10
feb
Murcia Plaza

El jueves y viernes pasado, la Fundación Civismo, junto al Instituto Juan de Mariana, la Fundación para el Avance de la Libertad y el Institut Ostrom, organizaron en Madrid, en la representación del Parlamento y Comisión europeos, unas jornadas sobre Regulación Inteligente. Como señalé durante mi breve ponencia en las mismas, el hecho de que hablemos de regulación inteligente (Smart regulation), como hace unos años lo hacíamos sobre Better regulation, constituye, en primer lugar, la resignación a adoptar un plan B. El plan A, una regulación mínima, creada tras el examen acerca de su pertinencia, parece ya una ensoñación. El regulador, en especial el europeo, ya no se plantea si ha de regular o no. Simplemente, lo hace. Ante este panorama, no queda sino conformarnos con el plan B y abogar por una regulación de mayor calidad, en el sentido de que contribuya a la prosperidad económica, en afinidad con el respeto a la libertad individual.

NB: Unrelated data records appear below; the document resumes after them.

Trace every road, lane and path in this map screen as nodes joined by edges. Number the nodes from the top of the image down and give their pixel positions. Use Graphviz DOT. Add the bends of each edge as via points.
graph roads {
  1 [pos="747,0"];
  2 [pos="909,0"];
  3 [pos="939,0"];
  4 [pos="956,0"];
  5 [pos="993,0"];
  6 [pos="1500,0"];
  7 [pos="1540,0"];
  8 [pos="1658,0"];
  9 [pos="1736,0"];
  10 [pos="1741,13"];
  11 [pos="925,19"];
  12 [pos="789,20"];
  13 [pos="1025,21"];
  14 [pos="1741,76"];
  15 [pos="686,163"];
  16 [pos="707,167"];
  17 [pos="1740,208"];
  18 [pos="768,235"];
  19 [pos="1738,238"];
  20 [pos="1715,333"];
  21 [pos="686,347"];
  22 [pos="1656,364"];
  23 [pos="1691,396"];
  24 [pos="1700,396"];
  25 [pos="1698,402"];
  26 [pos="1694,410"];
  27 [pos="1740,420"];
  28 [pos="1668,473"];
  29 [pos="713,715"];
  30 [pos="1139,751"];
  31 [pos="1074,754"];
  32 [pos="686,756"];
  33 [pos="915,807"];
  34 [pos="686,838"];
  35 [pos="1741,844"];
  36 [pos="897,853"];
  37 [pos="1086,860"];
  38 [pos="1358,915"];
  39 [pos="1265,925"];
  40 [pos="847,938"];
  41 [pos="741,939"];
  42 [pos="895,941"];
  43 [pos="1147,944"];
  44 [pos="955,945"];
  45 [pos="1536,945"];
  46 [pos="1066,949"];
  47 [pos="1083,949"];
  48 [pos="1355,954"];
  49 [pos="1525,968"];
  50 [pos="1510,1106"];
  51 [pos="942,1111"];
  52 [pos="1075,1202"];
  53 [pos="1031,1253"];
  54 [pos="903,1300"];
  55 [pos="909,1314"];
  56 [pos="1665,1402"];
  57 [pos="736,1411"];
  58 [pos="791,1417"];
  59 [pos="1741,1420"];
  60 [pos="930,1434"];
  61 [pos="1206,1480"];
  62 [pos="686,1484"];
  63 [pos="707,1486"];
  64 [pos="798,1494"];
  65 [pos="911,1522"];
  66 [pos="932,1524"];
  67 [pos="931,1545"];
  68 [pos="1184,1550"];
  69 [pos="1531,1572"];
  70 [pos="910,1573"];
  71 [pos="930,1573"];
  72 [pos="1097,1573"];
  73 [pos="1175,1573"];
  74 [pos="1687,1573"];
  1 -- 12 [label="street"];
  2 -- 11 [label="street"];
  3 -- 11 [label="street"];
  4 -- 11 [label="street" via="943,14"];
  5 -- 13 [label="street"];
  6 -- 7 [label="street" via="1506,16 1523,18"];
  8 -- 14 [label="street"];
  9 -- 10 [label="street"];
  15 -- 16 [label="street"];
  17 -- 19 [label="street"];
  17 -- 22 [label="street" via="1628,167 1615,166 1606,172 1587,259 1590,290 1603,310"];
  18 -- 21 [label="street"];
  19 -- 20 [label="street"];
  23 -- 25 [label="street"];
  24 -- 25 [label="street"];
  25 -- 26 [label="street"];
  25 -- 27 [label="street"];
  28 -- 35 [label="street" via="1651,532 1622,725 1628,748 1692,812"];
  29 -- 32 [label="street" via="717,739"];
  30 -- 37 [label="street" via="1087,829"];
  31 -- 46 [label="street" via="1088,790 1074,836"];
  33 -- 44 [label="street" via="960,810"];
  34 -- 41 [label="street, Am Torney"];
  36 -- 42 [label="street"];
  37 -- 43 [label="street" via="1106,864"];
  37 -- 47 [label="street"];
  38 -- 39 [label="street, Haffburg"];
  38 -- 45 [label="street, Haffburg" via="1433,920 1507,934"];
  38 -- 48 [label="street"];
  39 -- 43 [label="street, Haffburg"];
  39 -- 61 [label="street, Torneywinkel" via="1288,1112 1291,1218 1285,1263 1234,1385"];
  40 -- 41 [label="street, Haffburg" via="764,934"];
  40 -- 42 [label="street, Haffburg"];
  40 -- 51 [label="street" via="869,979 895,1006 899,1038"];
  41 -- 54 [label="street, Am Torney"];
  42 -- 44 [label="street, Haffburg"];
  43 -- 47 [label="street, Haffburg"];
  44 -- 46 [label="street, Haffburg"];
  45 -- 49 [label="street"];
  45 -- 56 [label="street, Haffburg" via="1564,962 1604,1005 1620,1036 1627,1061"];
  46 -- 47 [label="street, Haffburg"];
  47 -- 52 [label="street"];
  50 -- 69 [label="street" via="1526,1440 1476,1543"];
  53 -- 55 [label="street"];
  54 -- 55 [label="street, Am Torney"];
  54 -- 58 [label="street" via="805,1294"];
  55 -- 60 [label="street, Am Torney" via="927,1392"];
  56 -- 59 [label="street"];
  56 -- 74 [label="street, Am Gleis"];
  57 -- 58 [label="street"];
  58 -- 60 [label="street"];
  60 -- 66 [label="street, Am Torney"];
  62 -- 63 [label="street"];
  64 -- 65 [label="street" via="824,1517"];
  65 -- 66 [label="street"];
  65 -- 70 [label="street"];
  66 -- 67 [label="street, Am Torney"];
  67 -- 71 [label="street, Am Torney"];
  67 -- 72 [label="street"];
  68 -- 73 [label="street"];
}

Junto a elementos como una menor burocracia o una mayor seguridad jurídica, una de las características de la definición canónica (o más estándar) de la regulación inteligente es la armonización de derechos de usuarios, empresas y administraciones públicas a lo largo y ancho de un mercado común. Todo ello bajo la premisa de que la existencia de unas reglas del juego homogéneas trae consigo costes de cumplimiento menores, y facilita el intercambio y el comercio (la actividad económica, en definitiva). Sin embargo, hay motivos para desconfiar de la armonización regulatoria.

Esta, en un plano puramente normativo, al margen de la cota de bienestar que consiga, es denunciable, puesto que contraviene el principio fundamental de libertad de elección. Además, en un sentido positivo, tampoco garantiza una mayor prosperidad económica. De hecho, la experiencia señala justo lo contrario. Así, a mayor descentralización, federalismo o, si se quiere, anarquía regulatoria, mayor libertad y, también, mayor bienestar. Ello se debe a que la armonización acostumbra a producirse al alza (regulatoria y fiscalmente), mientras que la heterogeneidad suele darse a la baja, gracias a la competencia.

Dicho esto, hay muchos que, con acierto, señalan que este federalismo regulatorio puede conllevar también una serie de ineficiencias. De una forma simple, se trata del modelo de Tiebout, o el problema del polizón (free-rider). Sin embargo, esto solo sucede cuando el árbitro o poder decisorio trata de igual manera al que se comporta de eficientemente y al díscolo. El ejemplo más claro en España lo encontramos en la financiación autonómica. Si únicamente se descentraliza o delega la competencia de gasto público (vía partida presupuestaria), entonces las comunidades autónomas eficientes acabarán “rescatando” a las ineficientes, que carecen de incentivos para hacer sus deberes. Sin embargo, otro gallo cantaría si, al igual que la de gasto, la competencia recaudatoria también estuviese transferida a las regiones. En este escenario, los gobiernos autonómicos asumirían los costes electorales y políticos de sus programas de gasto público. Parece, por tanto, que la solución a la ineficiencia pasa por una mejor descentralización.

Quizá entonces, la regulación inteligente que Bruselas trata de impulsar no habría de incluir la armonización, o al menos, no necesariamente, pues habrá que estudiar cada caso. De lo contrario, en lugar de inteligente, podemos encontrarnos ante instancias de regulación estúpida. Una estupidez en el diseño, que, además de ineficiente, hoy están pagando cara los murcianos, pues dicha estructura alimenta el poder negociador de la Administración Central (del color político que toque) frente a las comunidades autónomas, a las que se impide así ejercer un saludable contrapeso. Lo ponen de manifiesto los impagos o retenciones presupuestarias impuestas a Murcia desde La Moncloa, o la negativa a autorizar el préstamo de 320 millones que ha solicitado esta región al Banco Europeo de Inversiones para costear ayudas al Mar Menor y a las infraestructuras dañadas por la DANA. Como en tantos otros aspectos, una posible solución vendría de la mano de regular y delegar mejor. Se trata de una cuestión de delegación de derechos, pero también de responsabilidades. Algún día comprenderemos que lo uno sin lo otro es una combinación de lo más explosiva.